**EXERCISE DETAILS**: Find how many lines of the entries contain the word "middle", then report that figure alone.

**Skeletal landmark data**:
----------------

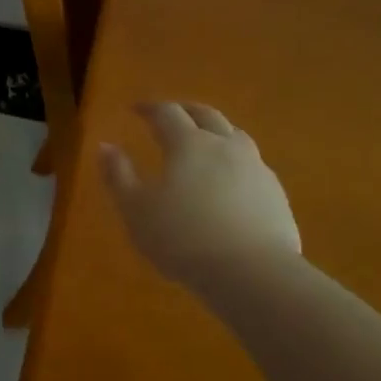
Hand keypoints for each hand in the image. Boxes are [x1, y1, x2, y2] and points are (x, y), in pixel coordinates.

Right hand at [100, 102, 299, 288]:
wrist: (251, 273)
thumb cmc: (182, 238)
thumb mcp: (136, 210)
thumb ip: (118, 175)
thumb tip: (105, 146)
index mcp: (189, 144)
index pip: (167, 113)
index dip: (150, 108)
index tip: (136, 109)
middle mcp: (225, 146)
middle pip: (207, 115)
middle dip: (186, 110)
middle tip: (171, 114)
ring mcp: (256, 168)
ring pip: (235, 136)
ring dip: (216, 132)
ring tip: (204, 142)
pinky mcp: (275, 194)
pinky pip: (252, 165)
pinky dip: (235, 162)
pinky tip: (229, 182)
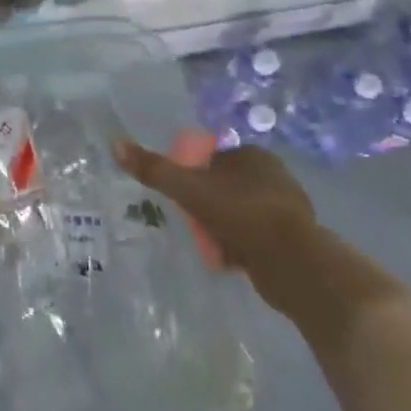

----------------

**EXPECTED OUTPUT**: 4